Report every line of the listing below in which the string "position" appears.

---------- DATA FOR ANALYSIS

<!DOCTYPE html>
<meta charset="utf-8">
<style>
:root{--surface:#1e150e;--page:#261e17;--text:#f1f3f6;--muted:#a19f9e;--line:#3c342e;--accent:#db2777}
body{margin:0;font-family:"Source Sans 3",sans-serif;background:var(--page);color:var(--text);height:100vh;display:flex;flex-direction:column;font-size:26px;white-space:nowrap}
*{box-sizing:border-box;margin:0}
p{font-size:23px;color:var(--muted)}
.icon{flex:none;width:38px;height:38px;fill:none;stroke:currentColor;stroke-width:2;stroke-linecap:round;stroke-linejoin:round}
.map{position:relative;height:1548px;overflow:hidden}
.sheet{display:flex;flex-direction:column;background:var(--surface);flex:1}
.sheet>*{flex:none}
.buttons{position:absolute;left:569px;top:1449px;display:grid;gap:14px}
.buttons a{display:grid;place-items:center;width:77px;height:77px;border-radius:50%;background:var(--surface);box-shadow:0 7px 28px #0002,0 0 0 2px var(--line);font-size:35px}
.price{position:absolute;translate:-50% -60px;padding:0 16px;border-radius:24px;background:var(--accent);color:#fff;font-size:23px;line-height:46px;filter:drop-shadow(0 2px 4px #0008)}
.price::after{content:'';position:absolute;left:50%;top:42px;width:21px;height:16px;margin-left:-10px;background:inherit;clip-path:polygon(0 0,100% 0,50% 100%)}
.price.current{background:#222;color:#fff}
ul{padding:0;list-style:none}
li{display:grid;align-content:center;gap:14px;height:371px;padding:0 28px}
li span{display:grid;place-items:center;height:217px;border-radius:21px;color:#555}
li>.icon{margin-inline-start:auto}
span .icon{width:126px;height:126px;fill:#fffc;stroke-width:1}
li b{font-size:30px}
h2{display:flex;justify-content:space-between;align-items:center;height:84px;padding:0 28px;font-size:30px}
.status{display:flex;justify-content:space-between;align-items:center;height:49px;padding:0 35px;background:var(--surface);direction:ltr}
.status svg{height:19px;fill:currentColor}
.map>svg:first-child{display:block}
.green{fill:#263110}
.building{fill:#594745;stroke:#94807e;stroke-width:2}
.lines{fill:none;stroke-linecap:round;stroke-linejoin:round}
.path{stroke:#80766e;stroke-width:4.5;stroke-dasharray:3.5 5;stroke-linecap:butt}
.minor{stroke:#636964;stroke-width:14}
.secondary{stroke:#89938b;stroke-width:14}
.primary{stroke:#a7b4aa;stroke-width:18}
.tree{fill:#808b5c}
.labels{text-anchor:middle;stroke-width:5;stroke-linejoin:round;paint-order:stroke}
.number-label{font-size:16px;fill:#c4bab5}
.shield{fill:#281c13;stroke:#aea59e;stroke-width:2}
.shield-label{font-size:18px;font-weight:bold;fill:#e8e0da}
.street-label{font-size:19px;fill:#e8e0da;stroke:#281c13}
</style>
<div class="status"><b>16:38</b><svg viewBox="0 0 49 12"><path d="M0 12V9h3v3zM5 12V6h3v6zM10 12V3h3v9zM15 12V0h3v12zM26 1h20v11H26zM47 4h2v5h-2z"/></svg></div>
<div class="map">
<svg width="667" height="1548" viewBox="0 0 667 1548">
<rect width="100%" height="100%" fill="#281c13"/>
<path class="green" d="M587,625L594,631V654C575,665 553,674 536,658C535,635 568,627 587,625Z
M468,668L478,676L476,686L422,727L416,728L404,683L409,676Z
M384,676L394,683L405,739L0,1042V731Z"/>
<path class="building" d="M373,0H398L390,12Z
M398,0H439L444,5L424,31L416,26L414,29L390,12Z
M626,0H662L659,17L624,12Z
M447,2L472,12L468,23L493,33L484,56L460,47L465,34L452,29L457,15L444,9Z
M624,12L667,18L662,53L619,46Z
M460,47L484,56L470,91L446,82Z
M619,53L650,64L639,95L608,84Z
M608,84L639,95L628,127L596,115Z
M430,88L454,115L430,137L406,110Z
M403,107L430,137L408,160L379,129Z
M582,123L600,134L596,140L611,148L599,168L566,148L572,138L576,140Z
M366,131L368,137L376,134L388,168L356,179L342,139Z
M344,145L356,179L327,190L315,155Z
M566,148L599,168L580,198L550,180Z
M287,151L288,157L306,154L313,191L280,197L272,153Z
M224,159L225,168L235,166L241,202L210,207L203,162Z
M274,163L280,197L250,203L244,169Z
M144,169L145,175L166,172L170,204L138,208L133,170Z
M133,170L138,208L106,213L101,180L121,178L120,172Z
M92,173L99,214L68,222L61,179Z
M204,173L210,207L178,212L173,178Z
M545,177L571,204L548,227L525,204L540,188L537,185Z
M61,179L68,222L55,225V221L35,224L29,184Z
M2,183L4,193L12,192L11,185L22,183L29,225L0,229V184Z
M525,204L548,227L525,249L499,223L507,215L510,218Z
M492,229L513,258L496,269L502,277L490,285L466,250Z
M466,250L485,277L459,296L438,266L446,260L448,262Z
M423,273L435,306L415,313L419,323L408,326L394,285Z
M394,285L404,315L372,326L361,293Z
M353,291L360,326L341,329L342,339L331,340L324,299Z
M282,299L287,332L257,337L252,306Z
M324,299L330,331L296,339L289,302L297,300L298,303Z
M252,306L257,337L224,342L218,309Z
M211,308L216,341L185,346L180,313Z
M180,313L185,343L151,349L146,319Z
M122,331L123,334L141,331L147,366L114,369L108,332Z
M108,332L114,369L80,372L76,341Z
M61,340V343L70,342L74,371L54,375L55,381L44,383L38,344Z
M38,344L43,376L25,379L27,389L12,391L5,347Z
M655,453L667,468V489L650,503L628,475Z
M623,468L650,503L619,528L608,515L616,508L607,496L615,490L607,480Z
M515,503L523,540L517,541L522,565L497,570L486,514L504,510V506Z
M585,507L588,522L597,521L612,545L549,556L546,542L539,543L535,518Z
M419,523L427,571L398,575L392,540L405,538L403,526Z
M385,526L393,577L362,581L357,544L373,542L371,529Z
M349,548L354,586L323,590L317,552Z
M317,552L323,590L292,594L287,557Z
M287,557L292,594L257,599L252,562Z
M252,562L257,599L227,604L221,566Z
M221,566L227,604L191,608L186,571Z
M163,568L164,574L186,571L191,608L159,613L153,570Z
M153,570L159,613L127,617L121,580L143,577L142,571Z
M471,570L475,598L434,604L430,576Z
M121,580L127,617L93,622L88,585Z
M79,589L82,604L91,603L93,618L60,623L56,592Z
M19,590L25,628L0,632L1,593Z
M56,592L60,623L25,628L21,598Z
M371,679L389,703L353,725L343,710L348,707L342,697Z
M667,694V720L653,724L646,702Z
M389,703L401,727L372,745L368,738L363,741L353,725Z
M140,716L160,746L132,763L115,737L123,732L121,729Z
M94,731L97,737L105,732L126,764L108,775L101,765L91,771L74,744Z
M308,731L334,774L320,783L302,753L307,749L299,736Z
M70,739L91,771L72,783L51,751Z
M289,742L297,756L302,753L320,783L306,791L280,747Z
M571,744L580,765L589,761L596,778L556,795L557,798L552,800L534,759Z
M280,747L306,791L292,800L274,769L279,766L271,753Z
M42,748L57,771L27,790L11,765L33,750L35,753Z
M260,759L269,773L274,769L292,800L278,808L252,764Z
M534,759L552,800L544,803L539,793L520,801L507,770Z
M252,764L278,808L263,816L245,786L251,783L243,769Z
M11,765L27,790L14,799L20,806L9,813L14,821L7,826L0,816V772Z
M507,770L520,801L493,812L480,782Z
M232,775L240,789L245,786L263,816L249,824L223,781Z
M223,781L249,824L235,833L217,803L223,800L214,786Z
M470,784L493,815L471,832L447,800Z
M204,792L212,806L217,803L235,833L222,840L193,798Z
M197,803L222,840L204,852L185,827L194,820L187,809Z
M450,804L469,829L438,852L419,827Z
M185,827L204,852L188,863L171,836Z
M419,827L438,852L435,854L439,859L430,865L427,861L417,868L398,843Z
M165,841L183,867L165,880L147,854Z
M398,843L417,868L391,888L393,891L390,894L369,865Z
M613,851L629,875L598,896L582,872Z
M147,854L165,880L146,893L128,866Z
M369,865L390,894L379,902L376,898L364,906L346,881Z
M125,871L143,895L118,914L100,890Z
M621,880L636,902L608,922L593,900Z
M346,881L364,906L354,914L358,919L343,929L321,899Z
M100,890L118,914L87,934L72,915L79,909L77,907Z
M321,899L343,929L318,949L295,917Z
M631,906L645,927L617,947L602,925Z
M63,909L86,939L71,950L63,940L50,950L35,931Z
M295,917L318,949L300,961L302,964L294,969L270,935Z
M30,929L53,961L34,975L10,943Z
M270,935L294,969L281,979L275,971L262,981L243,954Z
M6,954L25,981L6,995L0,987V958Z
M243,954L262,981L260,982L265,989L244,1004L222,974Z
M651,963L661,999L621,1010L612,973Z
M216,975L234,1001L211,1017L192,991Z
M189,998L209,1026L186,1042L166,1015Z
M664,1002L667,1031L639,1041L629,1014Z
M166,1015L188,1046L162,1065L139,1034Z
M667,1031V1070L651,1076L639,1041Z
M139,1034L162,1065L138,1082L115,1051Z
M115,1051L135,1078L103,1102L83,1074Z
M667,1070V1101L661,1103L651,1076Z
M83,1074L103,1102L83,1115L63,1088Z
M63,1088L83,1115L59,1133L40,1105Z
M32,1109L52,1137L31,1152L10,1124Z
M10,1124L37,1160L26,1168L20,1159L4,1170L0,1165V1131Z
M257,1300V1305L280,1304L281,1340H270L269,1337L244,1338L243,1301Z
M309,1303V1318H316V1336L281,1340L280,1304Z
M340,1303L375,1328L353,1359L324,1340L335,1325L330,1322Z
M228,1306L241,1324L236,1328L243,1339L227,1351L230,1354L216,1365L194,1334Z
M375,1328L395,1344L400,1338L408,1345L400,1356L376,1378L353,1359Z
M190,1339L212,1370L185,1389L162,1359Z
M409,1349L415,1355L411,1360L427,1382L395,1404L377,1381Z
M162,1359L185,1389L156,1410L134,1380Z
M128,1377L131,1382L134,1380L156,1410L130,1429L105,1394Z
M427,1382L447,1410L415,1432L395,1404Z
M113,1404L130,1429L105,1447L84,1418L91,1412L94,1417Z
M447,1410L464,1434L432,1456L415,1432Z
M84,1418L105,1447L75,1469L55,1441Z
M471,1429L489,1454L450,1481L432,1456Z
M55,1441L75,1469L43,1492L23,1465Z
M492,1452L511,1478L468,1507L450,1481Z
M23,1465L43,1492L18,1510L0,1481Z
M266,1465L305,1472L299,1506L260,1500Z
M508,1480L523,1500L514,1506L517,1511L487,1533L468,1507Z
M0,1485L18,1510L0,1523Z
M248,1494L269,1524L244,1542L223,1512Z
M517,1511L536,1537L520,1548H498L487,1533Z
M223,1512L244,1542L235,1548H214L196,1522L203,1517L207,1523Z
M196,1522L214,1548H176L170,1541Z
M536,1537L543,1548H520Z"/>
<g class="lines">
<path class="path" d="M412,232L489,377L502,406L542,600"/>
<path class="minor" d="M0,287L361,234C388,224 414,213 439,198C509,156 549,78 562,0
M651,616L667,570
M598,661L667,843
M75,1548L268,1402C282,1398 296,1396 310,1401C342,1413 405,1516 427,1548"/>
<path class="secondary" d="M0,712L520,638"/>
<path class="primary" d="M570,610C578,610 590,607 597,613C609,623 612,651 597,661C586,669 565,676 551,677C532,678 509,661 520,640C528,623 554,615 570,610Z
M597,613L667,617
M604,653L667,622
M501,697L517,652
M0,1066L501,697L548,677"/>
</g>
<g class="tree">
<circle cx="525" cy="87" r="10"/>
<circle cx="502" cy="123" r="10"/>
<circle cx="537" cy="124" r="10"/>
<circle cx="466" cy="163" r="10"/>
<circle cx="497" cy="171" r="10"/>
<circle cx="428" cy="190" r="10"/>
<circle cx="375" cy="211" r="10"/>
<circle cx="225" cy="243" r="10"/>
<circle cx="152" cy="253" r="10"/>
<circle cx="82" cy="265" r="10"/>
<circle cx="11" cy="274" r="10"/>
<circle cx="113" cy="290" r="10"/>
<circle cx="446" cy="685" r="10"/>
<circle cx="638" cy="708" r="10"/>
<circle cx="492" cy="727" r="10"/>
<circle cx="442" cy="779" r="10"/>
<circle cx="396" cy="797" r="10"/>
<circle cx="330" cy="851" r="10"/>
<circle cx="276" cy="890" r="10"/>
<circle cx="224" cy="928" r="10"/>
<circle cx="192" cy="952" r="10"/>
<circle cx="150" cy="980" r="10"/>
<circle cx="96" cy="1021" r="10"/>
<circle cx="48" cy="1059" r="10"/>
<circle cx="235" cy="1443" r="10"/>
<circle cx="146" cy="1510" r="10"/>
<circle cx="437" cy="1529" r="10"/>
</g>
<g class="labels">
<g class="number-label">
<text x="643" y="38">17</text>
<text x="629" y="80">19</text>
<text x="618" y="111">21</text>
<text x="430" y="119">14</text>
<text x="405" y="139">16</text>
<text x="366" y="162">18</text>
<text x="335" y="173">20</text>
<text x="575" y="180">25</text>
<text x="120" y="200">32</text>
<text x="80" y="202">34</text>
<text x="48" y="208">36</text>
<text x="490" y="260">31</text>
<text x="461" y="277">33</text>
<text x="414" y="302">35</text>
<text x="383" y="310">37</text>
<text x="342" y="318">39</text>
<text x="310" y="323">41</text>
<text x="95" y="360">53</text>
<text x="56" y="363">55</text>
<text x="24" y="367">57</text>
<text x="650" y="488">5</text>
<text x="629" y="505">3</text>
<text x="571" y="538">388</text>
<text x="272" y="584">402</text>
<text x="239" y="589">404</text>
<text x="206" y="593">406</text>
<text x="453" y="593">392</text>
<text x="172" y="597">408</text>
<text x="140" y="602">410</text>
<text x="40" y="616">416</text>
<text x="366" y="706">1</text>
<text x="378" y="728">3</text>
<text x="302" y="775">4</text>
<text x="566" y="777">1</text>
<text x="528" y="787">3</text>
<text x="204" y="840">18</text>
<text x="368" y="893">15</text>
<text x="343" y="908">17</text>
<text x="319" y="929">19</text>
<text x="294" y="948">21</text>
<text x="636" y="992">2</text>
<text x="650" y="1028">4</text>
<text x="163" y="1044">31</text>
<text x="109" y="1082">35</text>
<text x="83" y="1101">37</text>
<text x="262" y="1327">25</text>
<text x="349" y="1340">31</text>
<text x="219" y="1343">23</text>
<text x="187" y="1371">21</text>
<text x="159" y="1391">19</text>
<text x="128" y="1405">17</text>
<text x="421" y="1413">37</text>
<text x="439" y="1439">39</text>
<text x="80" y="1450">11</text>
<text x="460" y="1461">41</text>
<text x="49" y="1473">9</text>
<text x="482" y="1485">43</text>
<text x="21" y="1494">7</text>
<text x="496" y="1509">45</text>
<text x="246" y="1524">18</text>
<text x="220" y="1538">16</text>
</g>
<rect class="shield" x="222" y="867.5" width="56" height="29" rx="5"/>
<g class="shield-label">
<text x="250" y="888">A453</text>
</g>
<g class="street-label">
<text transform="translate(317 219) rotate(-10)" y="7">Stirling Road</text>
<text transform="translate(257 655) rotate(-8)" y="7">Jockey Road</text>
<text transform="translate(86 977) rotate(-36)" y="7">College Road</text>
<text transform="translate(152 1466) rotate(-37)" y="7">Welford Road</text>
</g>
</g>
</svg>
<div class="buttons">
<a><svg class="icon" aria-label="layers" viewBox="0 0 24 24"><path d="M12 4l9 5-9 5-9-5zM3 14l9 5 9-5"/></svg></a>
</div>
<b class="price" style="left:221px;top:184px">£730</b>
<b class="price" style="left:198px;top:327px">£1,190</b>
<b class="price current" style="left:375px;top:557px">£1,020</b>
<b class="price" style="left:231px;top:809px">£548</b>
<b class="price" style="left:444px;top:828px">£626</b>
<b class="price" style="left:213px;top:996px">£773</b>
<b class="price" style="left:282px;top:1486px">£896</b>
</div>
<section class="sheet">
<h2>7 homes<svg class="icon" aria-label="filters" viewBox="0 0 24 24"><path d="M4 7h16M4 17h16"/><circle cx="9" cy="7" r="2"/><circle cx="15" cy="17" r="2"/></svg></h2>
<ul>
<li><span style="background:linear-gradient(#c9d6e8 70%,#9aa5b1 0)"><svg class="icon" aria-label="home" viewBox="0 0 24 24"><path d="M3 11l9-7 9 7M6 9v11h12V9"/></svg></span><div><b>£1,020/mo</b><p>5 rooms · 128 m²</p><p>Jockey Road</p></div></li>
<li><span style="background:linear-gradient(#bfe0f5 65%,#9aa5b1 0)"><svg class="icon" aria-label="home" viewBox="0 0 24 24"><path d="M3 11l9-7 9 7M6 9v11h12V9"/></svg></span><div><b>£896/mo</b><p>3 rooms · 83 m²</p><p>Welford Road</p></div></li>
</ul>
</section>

--------------------

● **ANSWER TO THE EXERCISE**:
.map{position:relative;height:1548px;overflow:hidden}
.buttons{position:absolute;left:569px;top:1449px;display:grid;gap:14px}
.price{position:absolute;translate:-50% -60px;padding:0 16px;border-radius:24px;background:var(--accent);color:#fff;font-size:23px;line-height:46px;filter:drop-shadow(0 2px 4px #0008)}
.price::after{content:'';position:absolute;left:50%;top:42px;width:21px;height:16px;margin-left:-10px;background:inherit;clip-path:polygon(0 0,100% 0,50% 100%)}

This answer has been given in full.